I could feel the red heat flow to my cheeks before his sentence finished. I didn't know how I would make this work, but I knew I had to.
Me and Sunny both nodded silently.
I went to my bedroom straight away. I liad on the bed and fell asleep immediantly. We had all been up since the morning before, with only snack bars and water to sustain us.
I wasn't in the bed, I was just flayed on top of it. I hadn't changed. I couldn't be bothered to.
I awoke in the middle of the night. The place was dark. Even the moon wasn't keeping me company.
After a while I could make out the shapes of the bedroom. They gradually came to life, as if they were being drawn for me.
I glanced to the side of me and found Sunny, her hair tied up and her face relaxed, finding solace in dreams. She was neatly tucked up in bed.
It pained me then that she would've had to motionlessly creep inside of the duvet without me waking. That must've been hard.
I also noticed that Sunny smelt nice. Not of perfume or room spray: she just smelt nice.
Really, everyone has their own scent. It had nothing to do with whatever moisturizer you used or whatever. It was about you. It was a taster of who you were. You yourself don't know what you smell like.
You never will. Smells are hard to describe that way.
I crept downstairs, needing water from the tap.
I crept down the white wooden carpeted staircase into the kitchen, filling the house with light as I went.
I had always hated the dark. You never knew what lurked there. Anything could be just withing inches of you, and you would never know. I guess I really had a fear of the unknown. Perhaps I had both.
I flooded the kitchen with a warm beacon and I wondered along to collect the water.
Water always tasted better in the middle of the night when you most needed it. Sometimes I considered starving myself of water just so I could taste it like that.
I searched the drawers for a glass and eventually found one. I went to fill the glass with water from the tap.
No water came out.
I then realised that the water supply had probably ceased because of the apocalypse. I felt very stupid.
Dissapointed, I turned to return unvictorious back to my bedroom. However, someone had placed a big pack of water bottles to the side of the tap.
I hoped that whoever had done that were having sweet dreams. If I had to guess, it was either Doug, Alfie or Chloe. It definitely wasn't me.
I ripped the plastic with my bare hands, stretching it until it had no choice but to relent.
I dived my hand into the plastic case and brought back a bottle of water. I nearly hugged it happily.
Then I had to wrench the thing open. The tiny scores of grooves on the cap burnt my hands to smithereens, mocking them for their thirst.
Finally I mangaged it, and I stole a sip of the liquid I had waited so long to have.
I then turned the lights out and creeped back into bed.
I came in and saw Sunny in bed again. Much to my delight, she was asleep.
I shuffled into my side of the bed and laid there on my side. I looked out onto the carpeted floor, not onto Sunny. If I did so I feared I would never get to sleep.
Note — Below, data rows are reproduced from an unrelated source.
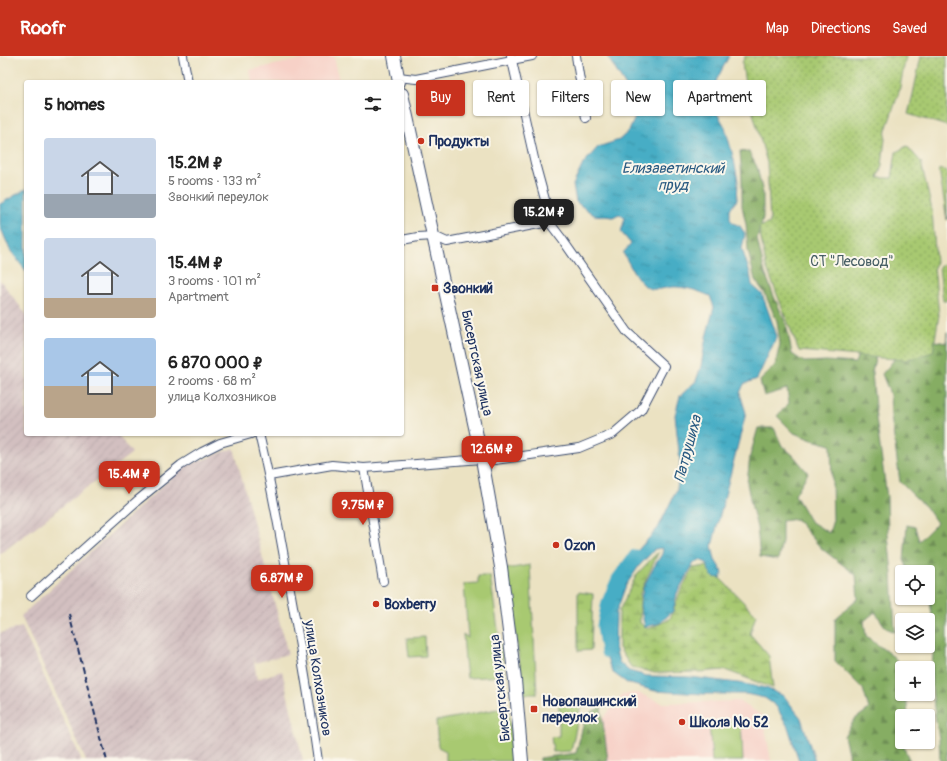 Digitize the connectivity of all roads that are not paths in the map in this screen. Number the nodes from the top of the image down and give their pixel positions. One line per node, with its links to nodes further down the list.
1 (183, 56): 6 (street)
2 (394, 56): 7 (main road)
3 (532, 56): 5 (street)
4 (576, 56): 9 (street)
5 (512, 58): 7 (street); 10 (street)
6 (188, 80)
7 (399, 80)
8 (404, 103): 11 (main road, Бисертская улица)
9 (586, 118)
10 (549, 222): 11 (street); 15 (street)
11 (434, 236): 12 (street); 15 (main road, Бисертская улица)
12 (404, 240)
13 (244, 436): 19 (street)
14 (259, 436): 17 (street, улица Колхозников)
15 (482, 460): 16 (street); 21 (main road, Бисертская улица)
16 (364, 468): 17 (street); 18 (street)
17 (269, 476): 20 (street, улица Колхозников)
18 (383, 581)
19 (31, 596)
20 (318, 761)
21 (522, 761) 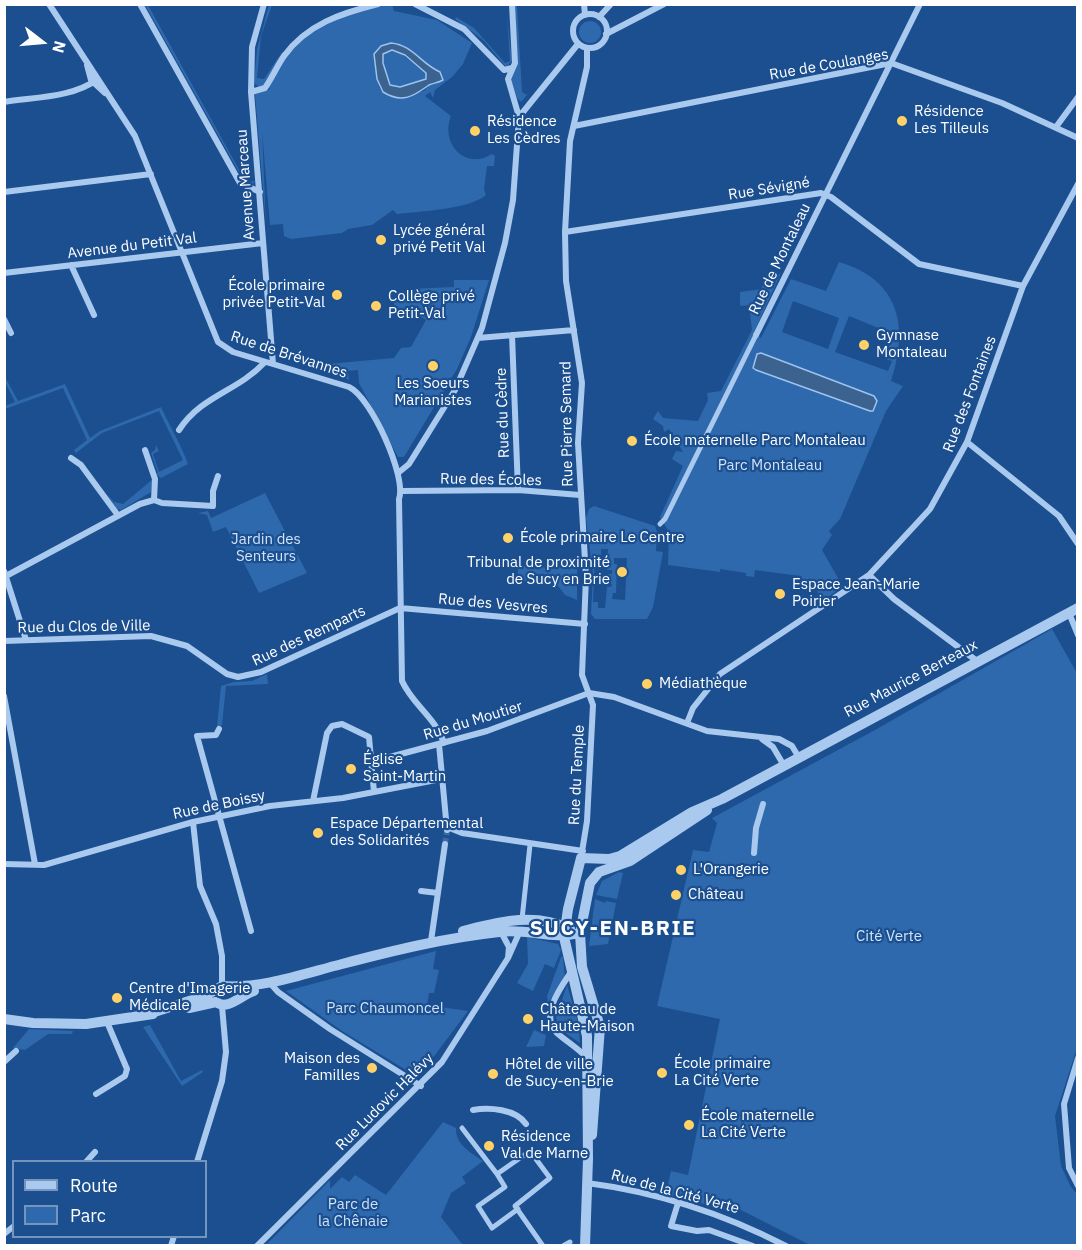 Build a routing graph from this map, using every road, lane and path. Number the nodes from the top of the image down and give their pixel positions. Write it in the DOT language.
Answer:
graph roads {
  1 [pos="49,4"];
  2 [pos="140,4"];
  3 [pos="264,4"];
  4 [pos="378,4"];
  5 [pos="415,4"];
  6 [pos="512,4"];
  7 [pos="584,4"];
  8 [pos="611,4"];
  9 [pos="664,4"];
  10 [pos="920,4"];
  11 [pos="585,15"];
  12 [pos="599,18"];
  13 [pos="606,34"];
  14 [pos="578,44"];
  15 [pos="587,48"];
  16 [pos="891,63"];
  17 [pos="512,68"];
  18 [pos="96,81"];
  19 [pos="251,92"];
  20 [pos="1077,97"];
  21 [pos="4,102"];
  22 [pos="519,117"];
  23 [pos="574,126"];
  24 [pos="1056,127"];
  25 [pos="1077,138"];
  26 [pos="151,174"];
  27 [pos="1077,184"];
  28 [pos="4,192"];
  29 [pos="260,192"];
  30 [pos="826,195"];
  31 [pos="566,232"];
  32 [pos="263,243"];
  33 [pos="182,253"];
  34 [pos="71,265"];
  35 [pos="4,273"];
  36 [pos="1023,286"];
  37 [pos="94,315"];
  38 [pos="4,319"];
  39 [pos="574,330"];
  40 [pos="11,333"];
  41 [pos="513,335"];
  42 [pos="756,335"];
  43 [pos="478,338"];
  44 [pos="265,362"];
  45 [pos="273,364"];
  46 [pos="179,430"];
  47 [pos="967,442"];
  48 [pos="145,450"];
  49 [pos="71,458"];
  50 [pos="398,473"];
  51 [pos="218,476"];
  52 [pos="518,490"];
  53 [pos="402,491"];
  54 [pos="580,495"];
  55 [pos="154,500"];
  56 [pos="117,514"];
  57 [pos="660,524"];
  58 [pos="1077,544"];
  59 [pos="5,573"];
  60 [pos="869,575"];
  61 [pos="399,608"];
  62 [pos="1073,610"];
  63 [pos="585,624"];
  64 [pos="1077,635"];
  65 [pos="26,640"];
  66 [pos="4,641"];
  67 [pos="977,661"];
  68 [pos="227,674"];
  69 [pos="589,693"];
  70 [pos="4,696"];
  71 [pos="687,723"];
  72 [pos="219,729"];
  73 [pos="762,739"];
  74 [pos="441,744"];
  75 [pos="798,756"];
  76 [pos="371,762"];
  77 [pos="783,764"];
  78 [pos="441,779"];
  79 [pos="374,792"];
  80 [pos="722,799"];
  81 [pos="313,801"];
  82 [pos="763,804"];
  83 [pos="218,816"];
  84 [pos="193,822"];
  85 [pos="445,844"];
  86 [pos="530,845"];
  87 [pos="754,853"];
  88 [pos="582,855"];
  89 [pos="4,864"];
  90 [pos="35,864"];
  91 [pos="422,891"];
  92 [pos="438,893"];
  93 [pos="522,919"];
  94 [pos="251,931"];
  95 [pos="501,931"];
  96 [pos="520,931"];
  97 [pos="564,932"];
  98 [pos="580,933"];
  99 [pos="434,940"];
  100 [pos="508,958"];
  101 [pos="571,972"];
  102 [pos="270,983"];
  103 [pos="221,995"];
  104 [pos="4,1019"];
  105 [pos="107,1022"];
  106 [pos="16,1051"];
  107 [pos="587,1058"];
  108 [pos="1077,1058"];
  109 [pos="4,1062"];
  110 [pos="421,1086"];
  111 [pos="96,1094"];
  112 [pos="472,1110"];
  113 [pos="526,1124"];
  114 [pos="462,1128"];
  115 [pos="95,1152"];
  116 [pos="588,1159"];
  117 [pos="87,1160"];
  118 [pos="197,1160"];
  119 [pos="497,1174"];
  120 [pos="587,1183"];
  121 [pos="1077,1186"];
  122 [pos="678,1203"];
  123 [pos="518,1209"];
  124 [pos="570,1242"];
  125 [pos="782,1244"];
  126 [pos="257,1245"];
  127 [pos="543,1245"];
  128 [pos="563,1245"];
  129 [pos="585,1245"];
  130 [pos="753,1245"];
  1 -- 18 [label="street, Rue de Brévannes"];
  2 -- 29 [label="street"];
  3 -- 19 [label="street, Avenue Marceau"];
  4 -- 19 [label="street"];
  5 -- 17 [label="street"];
  6 -- 17 [label="street"];
  7 -- 11 [label="street"];
  8 -- 12 [label="street"];
  9 -- 13 [label="street"];
  10 -- 16 [label="street, Rue de Montaleau"];
  11 -- 12 [label="street"];
  11 -- 14 [label="street"];
  12 -- 13 [label="street"];
  13 -- 15 [label="street"];
  14 -- 15 [label="street"];
  14 -- 22 [label="street"];
  15 -- 23 [label="street, Rue Pierre Semard"];
  16 -- 23 [label="street, Rue de Coulanges"];
  16 -- 24 [label="street, Rue de Coulanges"];
  16 -- 30 [label="street, Rue de Montaleau"];
  17 -- 22 [label="street"];
  18 -- 21 [label="street"];
  18 -- 26 [label="street, Rue de Brévannes"];
  19 -- 29 [label="street, Avenue Marceau"];
  20 -- 24 [label="street"];
  22 -- 43 [label="street"];
  23 -- 31 [label="street, Rue Pierre Semard"];
  24 -- 25 [label="street, Rue de Coulanges"];
  26 -- 28 [label="street"];
  26 -- 33 [label="street, Rue de Brévannes"];
  27 -- 36 [label="street, Rue des Fontaines"];
  29 -- 32 [label="street, Avenue Marceau"];
  30 -- 31 [label="street, Rue Sévigné"];
  30 -- 36 [label="street, Rue Sévigné"];
  30 -- 42 [label="street, Rue de Montaleau"];
  31 -- 39 [label="street, Rue Pierre Semard"];
  32 -- 33 [label="street, Avenue du Petit Val"];
  32 -- 45 [label="street, Avenue Marceau"];
  33 -- 34 [label="street, Avenue du Petit Val"];
  33 -- 44 [label="street, Rue de Brévannes"];
  34 -- 35 [label="street, Avenue du Petit Val"];
  34 -- 37 [label="street"];
  36 -- 47 [label="street, Rue des Fontaines"];
  38 -- 40 [label="street"];
  39 -- 41 [label="street"];
  39 -- 54 [label="street, Rue Pierre Semard"];
  41 -- 43 [label="street"];
  41 -- 52 [label="street, Rue du Cèdre"];
  42 -- 57 [label="street, Rue de Montaleau"];
  43 -- 50 [label="street"];
  44 -- 45 [label="street, Rue de Brévannes"];
  44 -- 46 [label="street"];
  45 -- 50 [label="street, Rue de Brévannes"];
  47 -- 58 [label="street"];
  47 -- 60 [label="street, Rue des Fontaines"];
  48 -- 55 [label="street"];
  49 -- 56 [label="street"];
  50 -- 53 [label="street, Rue de Brévannes"];
  51 -- 55 [label="street"];
  52 -- 53 [label="street, Rue des Écoles"];
  52 -- 54 [label="street, Rue des Écoles"];
  53 -- 61 [label="street, Rue de Brévannes"];
  54 -- 63 [label="street, Rue Pierre Semard"];
  55 -- 56 [label="street"];
  56 -- 59 [label="street"];
  59 -- 65 [label="street"];
  60 -- 67 [label="street"];
  60 -- 71 [label="street, Rue des Fontaines"];
  61 -- 63 [label="street, Rue des Vesvres"];
  61 -- 68 [label="street, Rue des Remparts"];
  61 -- 74 [label="street, Rue de Brévannes"];
  62 -- 64 [label="street"];
  62 -- 67 [label="street, Rue Maurice Berteaux"];
  63 -- 69 [label="street, Rue Pierre Semard"];
  65 -- 66 [label="street, Rue du Clos de Ville"];
  65 -- 68 [label="street, Rue du Clos de Ville"];
  67 -- 75 [label="street, Rue Maurice Berteaux"];
  69 -- 71 [label="street"];
  69 -- 74 [label="street, Rue du Moutier"];
  69 -- 88 [label="street, Rue du Temple"];
  70 -- 90 [label="street"];
  71 -- 73 [label="street"];
  72 -- 83 [label="street"];
  73 -- 75 [label="street"];
  73 -- 77 [label="street"];
  74 -- 76 [label="street, Rue du Moutier"];
  74 -- 78 [label="street"];
  75 -- 77 [label="street, Rue Maurice Berteaux"];
  76 -- 79 [label="street"];
  76 -- 81 [label="street"];
  77 -- 80 [label="street, Rue Maurice Berteaux"];
  78 -- 79 [label="street, Rue de Boissy"];
  78 -- 86 [label="street"];
  79 -- 81 [label="street, Rue de Boissy"];
  80 -- 88 [label="street"];
  80 -- 98 [label="street"];
  81 -- 83 [label="street, Rue de Boissy"];
  82 -- 87 [label="street"];
  83 -- 84 [label="street, Rue de Boissy"];
  83 -- 94 [label="street"];
  84 -- 90 [label="street, Rue de Boissy"];
  84 -- 103 [label="street"];
  85 -- 92 [label="street"];
  86 -- 88 [label="street"];
  86 -- 93 [label="street"];
  88 -- 97 [label="street"];
  89 -- 90 [label="street, Rue de Boissy"];
  91 -- 92 [label="street"];
  92 -- 99 [label="street"];
  93 -- 97 [label="street"];
  93 -- 99 [label="street"];
  95 -- 96 [label="street"];
  95 -- 99 [label="street"];
  95 -- 100 [label="street"];
  96 -- 97 [label="street"];
  96 -- 100 [label="street, Rue Ludovic Halévy"];
  97 -- 98 [label="street"];
  97 -- 101 [label="street"];
  98 -- 116 [label="street"];
  99 -- 102 [label="street"];
  100 -- 110 [label="street, Rue Ludovic Halévy"];
  101 -- 107 [label="street"];
  101 -- 107 [label="street"];
  102 -- 103 [label="street"];
  102 -- 103 [label="street"];
  102 -- 110 [label="street"];
  103 -- 105 [label="street"];
  103 -- 118 [label="street"];
  104 -- 105 [label="street"];
  105 -- 111 [label="street"];
  106 -- 109 [label="street"];
  107 -- 116 [label="street"];
  108 -- 121 [label="street"];
  110 -- 126 [label="street, Rue Ludovic Halévy"];
  112 -- 113 [label="street"];
  114 -- 119 [label="street"];
  115 -- 117 [label="street"];
  116 -- 120 [label="street"];
  119 -- 123 [label="street"];
  119 -- 123 [label="street"];
  120 -- 122 [label="street, Rue de la Cité Verte"];
  120 -- 129 [label="street"];
  122 -- 125 [label="street, Rue de la Cité Verte"];
  122 -- 130 [label="street"];
  123 -- 127 [label="street"];
  124 -- 128 [label="street"];
}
I laid there sleepless nevertheless. I wasn't tired after spending close to twelve hours asleep. I also wasn't going to sleep when I knew Sunny was in the same bed as me.
If I held my breath, I could feel and hear her breathing. It came calmly and soundly, a little muffled. It was sweet and it felt like it could either send me to sleep or send me soaring into the sky.
Trying to fall asleep is desperately boring, so you just end up replaying the events of your life instead, like a tired old movie you've seen a countlesd number of times.
I thought about the potential glances me and Sunny had had. I thought about all th mixed signals until I managed to delude myself into thinking she actually liked me. Then I realised that I was deluding myself, and I then scolded myself for ever thinking that could be the case.
This process continued again and again every single day, but it occured more at night when there was no one to entertain me.
It was the worst emotional rollercoaster. I just felt heartache and I wanted nothing more than to be rid of that feeling. It was painful feeling that. I then decided dying of heartbreak must be the worst death in the whole world.
Something else kept me company that night. I was terribly hungry, but it took my attention away from my unrequited love, so I welcomed it. For a while.
It then got so unbearable that I just had to do something.
So for the second time that night, I crept down to the kitchen.
The bottles of water had not magically dissapeared in the half hour that I had been gone. They were still there, waiting to be of use once again. In a way I felt a sense of pity for them.
I dove my way into the fridge, hoping to find some kind of sustenance. I didn't find much, just a bunch of various cheeses. A lot of it was blue cheese. I hate blue cheese with everything I could muster.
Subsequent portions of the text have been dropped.